En la pasada entrega número 66 de los premios Emmy 2014 a lo mejor de la televisión norteamericana, la estrella colombiana Sofía Vergara mostró algo más que su talento en escena. Para ello no necesitó quitarse prenda alguna ni recurrir a trucos baratos para generar controversia, escándalo, críticas y admiración por igual. Pero lo que se ve en la superficie suele ser engañoso y en muchas ocasiones, erróneo.

¿Qué sucedió?

En esta ceremonia la actriz de la popular serie Modern Family presentó al director de la Academia de Televisión, Ciencias y Artes, Bruce Rosenblum. Antes de iniciar su discurso le pide amablemente a Vergara que se suba a una plataforma giratoria, para la sorpresa del público (por supuesto que era algo planeado). Mientras él da un discurso sobre la importancia de la televisión y lo requerido para conquistar a la audiencia, ella se contonea mientras gira y exhibe lo mejor de sus atributos físicos, perfectamente vestida de blanco. Esto fue suficiente para encender los ánimos de gran parte de la audiencia en casa.

¿Feminismo superficial o deseo auténtico de liberación?

De repente cientos de tweets, algunos de personalidades tan conocidas como Katie Couric, comenzaron a circular en la red acusando al show de sexismo y de exhibir a Sofía Vergara como un objeto. La imagen es clara y, lógicamente para el sector feminista, es insoportable ver a un hombre poderoso como Rosenblum hablar en tono serio mientras la figura femenina es mostrada como atracción o diversión. Si añadimos a la mezcla el toque sexual, es una perfecta receta para una gran controversia mediática.

Aquí entran varias cuestiones en juego: ¿Lo presentado en los Emmy 2014 es degradante para todas las mujeres? ¿Acaso es algo nuevo que en el mundo del espectáculo la belleza y apariencia cuentan tanto como el talento y en ocasiones mucho más? ¿Es para alguien una primicia que la carrera de Sofía Vergara está basada en gran medida en su atractivo? Por otro lado, esto no tendría nada de malo ni de nuevo. Al parecer muchos espectadores eligieron ver como humillante algo que para otros es una muestra de humor y un despliegue de belleza.
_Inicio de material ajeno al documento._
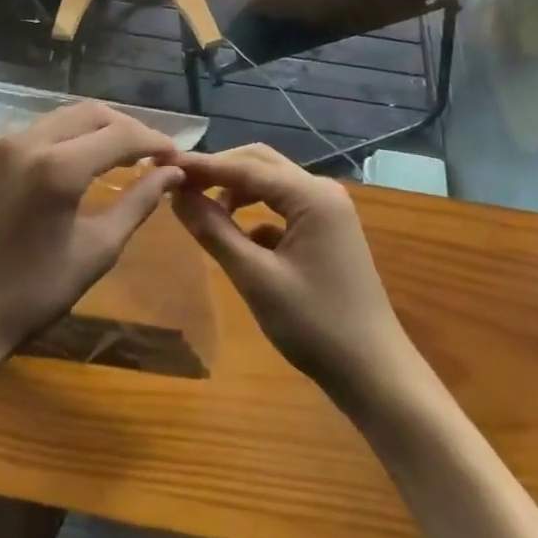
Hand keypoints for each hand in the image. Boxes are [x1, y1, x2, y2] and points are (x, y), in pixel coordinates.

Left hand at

Y los dobles estándares entran en juego también: si hubiese sido un atractivo actor el que posara en esa plataforma, la reacción no habría sido tan incendiaria.

Es momento de regresar a lo importante

Si alguien en pleno 2014 aún piensa que una mujer hermosa, en control de su vida, millonaria y exitosa representa en forma alguna un “retroceso” para las demás, debe examinar su propia existencia. Sofía Vergara optó por una carrera actoral y no es una estrella surgida de un reality show al más puro estilo Hilton-Kardashian. La forma como llego ahí es un asunto meramente personal y el mundo olvida que iconos como Marilyn Monroe, Brigitte Bardot o Sophia Loren también vendieron sexo, pero eso no es lo único importante de su historia o leyenda. Al parecer, millones de personas aún no comprenden que el ser sexual, sensual o atractivo no está peleado con la astucia, inteligencia emocional y capacidad de superación.

Las feministas y 'defensores de la dignidad humana' deben recordar que un insulto para la mujer y la sociedad en general son las millones de féminas siendo explotadas en maquiladoras y fábricas en decenas de países, trabajando en condiciones deplorables y con un sueldo miserable. Humillante para la mujer es que existan niñas de la calle. Retroceso para la civilización occidental es que en Ciudad Juárez, México, miles de niñas y adolescentes hayan sido asesinadas durante los últimos 20 años sin que la mayoría de estos crímenes hayan sido resueltos. He ahí lo importante. Es momento de dejar de dramatizar por estrellas de Hollywood con salarios millonarios por aparecer en TV y alzar la voz para asuntos de vital importancia.

Si un asunto no tiene nada que ver con lo otro, ¿entonces por qué el mundo está al pendiente del glamour y no de la necesidad real y auténtica?